TASK ▸ Go through the data below and report how many lines contain "highway"; the reply holds only that number.

(PROVIDED ENTRIES begins)

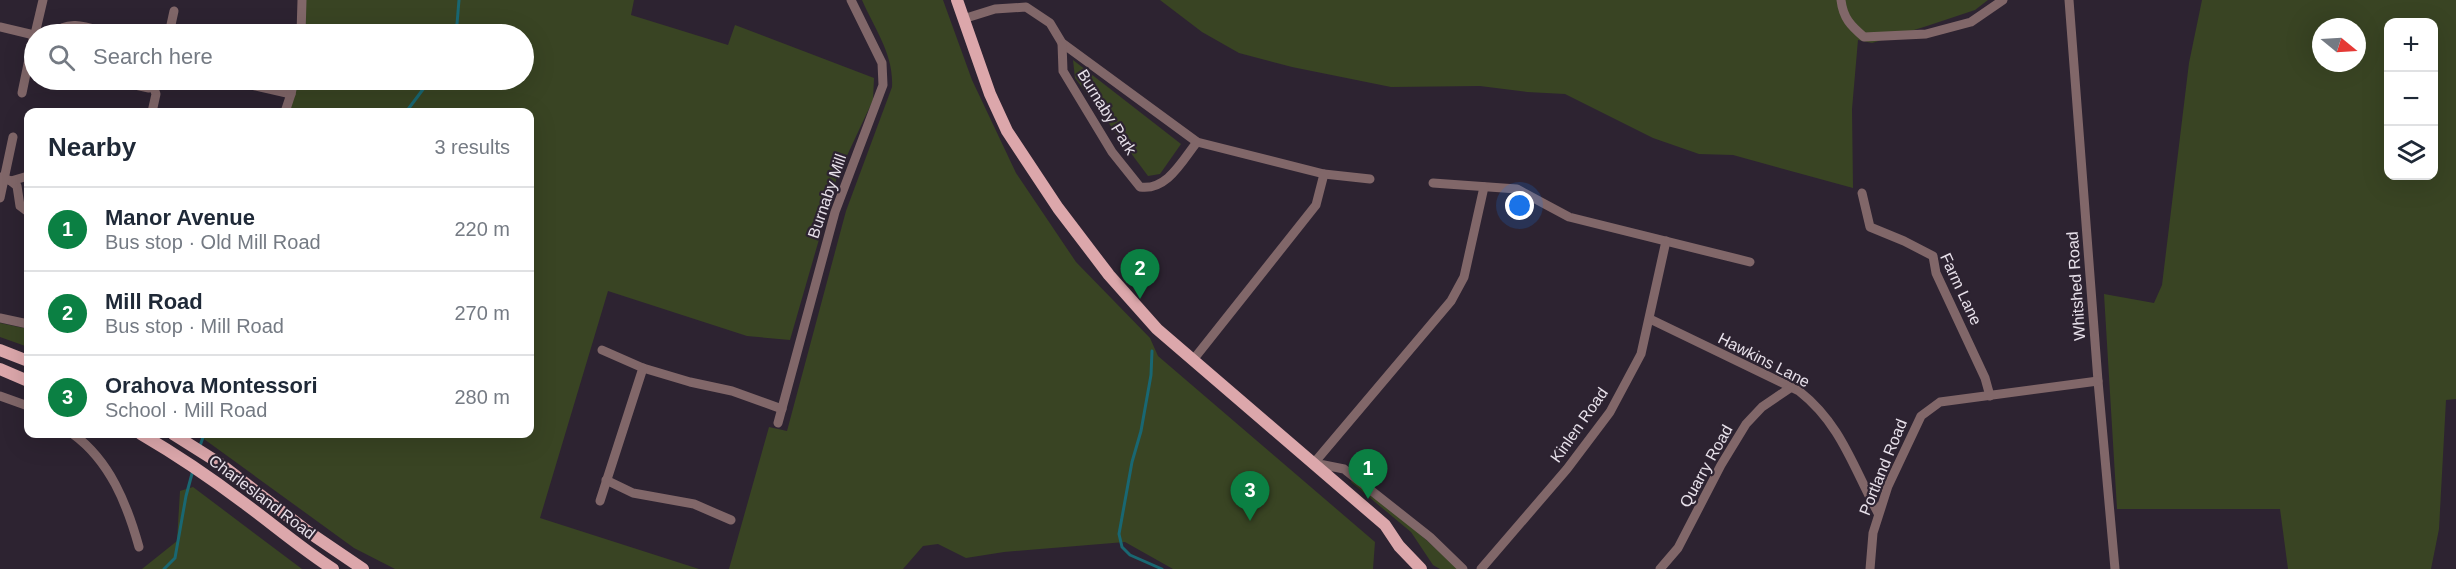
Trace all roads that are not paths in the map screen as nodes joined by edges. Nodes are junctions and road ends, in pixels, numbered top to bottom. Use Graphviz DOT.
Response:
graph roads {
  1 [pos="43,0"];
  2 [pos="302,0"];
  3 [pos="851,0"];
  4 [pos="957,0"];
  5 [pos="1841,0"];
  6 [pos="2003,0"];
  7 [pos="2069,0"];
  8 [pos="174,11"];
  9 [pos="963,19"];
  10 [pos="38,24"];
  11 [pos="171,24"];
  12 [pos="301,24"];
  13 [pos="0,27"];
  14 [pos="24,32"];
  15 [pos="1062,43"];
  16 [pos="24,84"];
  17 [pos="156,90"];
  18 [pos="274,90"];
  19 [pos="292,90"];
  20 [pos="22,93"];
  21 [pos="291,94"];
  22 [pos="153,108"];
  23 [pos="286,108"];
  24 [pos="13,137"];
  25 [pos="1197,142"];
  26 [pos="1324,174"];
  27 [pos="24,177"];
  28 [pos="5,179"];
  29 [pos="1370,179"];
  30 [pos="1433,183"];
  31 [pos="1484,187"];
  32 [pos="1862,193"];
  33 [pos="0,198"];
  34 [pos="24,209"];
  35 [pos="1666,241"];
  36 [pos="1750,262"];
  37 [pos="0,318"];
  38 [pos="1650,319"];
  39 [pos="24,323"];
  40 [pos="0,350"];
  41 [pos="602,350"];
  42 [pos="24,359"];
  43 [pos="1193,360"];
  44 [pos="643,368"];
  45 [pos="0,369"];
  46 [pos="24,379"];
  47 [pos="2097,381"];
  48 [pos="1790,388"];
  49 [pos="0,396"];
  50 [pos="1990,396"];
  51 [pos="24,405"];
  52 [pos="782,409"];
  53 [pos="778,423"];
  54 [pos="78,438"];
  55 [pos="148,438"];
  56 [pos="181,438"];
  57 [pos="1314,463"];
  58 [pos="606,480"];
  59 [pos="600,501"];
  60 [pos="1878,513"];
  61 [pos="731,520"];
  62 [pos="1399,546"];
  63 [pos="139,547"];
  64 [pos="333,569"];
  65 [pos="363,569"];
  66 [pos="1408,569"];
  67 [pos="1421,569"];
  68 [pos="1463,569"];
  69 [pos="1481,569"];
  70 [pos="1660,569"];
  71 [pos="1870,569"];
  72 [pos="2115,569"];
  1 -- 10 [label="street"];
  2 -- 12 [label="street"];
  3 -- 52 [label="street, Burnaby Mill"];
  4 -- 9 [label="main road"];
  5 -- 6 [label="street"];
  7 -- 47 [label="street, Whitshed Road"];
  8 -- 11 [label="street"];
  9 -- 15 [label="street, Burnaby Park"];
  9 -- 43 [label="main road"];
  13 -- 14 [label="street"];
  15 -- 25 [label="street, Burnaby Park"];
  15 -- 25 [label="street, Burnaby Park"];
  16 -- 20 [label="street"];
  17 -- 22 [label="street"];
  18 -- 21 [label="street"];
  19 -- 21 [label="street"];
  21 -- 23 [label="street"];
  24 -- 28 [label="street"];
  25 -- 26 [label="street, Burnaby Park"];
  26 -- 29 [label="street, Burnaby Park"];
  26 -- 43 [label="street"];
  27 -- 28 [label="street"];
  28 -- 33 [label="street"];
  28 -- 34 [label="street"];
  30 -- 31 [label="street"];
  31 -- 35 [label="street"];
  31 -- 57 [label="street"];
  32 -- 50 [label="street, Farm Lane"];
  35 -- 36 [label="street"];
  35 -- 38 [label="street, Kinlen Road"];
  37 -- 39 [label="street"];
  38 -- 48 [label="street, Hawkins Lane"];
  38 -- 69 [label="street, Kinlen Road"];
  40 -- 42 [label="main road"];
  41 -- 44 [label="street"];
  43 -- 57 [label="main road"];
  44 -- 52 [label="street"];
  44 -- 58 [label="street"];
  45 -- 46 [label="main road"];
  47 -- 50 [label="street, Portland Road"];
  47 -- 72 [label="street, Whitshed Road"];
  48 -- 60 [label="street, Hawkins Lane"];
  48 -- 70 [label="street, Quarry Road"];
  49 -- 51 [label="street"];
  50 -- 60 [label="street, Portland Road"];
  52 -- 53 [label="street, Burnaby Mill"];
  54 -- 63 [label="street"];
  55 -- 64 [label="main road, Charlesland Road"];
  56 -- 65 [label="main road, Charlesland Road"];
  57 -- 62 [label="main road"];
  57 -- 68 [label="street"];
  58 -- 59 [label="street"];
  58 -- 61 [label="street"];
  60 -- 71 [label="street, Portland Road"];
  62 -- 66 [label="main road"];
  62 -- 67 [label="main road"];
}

(PROVIDED ENTRIES ends)
(PROVIDED ENTRIES begins)

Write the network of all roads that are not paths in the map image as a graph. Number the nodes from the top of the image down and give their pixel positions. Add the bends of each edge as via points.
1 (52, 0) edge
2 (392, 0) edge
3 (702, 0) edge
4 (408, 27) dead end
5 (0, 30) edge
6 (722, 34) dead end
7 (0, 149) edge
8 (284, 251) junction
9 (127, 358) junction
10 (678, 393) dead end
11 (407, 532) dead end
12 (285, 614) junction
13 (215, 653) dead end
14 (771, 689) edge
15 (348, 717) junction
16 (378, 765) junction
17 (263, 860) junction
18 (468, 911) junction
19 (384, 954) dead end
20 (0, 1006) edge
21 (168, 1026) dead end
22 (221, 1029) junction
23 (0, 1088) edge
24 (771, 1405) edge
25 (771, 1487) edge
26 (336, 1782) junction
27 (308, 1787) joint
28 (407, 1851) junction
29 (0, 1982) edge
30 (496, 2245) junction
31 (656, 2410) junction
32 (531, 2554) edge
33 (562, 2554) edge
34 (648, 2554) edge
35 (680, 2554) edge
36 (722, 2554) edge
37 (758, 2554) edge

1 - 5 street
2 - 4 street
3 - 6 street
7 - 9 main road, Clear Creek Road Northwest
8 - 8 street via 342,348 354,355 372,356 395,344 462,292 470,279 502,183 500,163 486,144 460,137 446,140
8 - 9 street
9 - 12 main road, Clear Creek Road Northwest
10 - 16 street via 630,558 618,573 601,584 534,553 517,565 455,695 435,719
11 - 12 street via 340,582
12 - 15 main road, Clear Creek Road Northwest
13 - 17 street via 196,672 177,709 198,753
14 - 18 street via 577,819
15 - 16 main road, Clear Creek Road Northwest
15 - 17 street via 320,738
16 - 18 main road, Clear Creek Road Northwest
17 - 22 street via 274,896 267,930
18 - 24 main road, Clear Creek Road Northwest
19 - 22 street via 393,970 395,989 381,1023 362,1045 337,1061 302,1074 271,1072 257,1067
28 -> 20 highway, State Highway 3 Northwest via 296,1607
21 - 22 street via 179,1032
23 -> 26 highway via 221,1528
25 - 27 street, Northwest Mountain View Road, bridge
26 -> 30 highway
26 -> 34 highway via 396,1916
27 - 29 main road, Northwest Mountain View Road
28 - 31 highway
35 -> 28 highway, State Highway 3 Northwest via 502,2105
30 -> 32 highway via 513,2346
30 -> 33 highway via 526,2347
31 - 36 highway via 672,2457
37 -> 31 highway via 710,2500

(PROVIDED ENTRIES ends)

TASK OUTPUT ▸ 10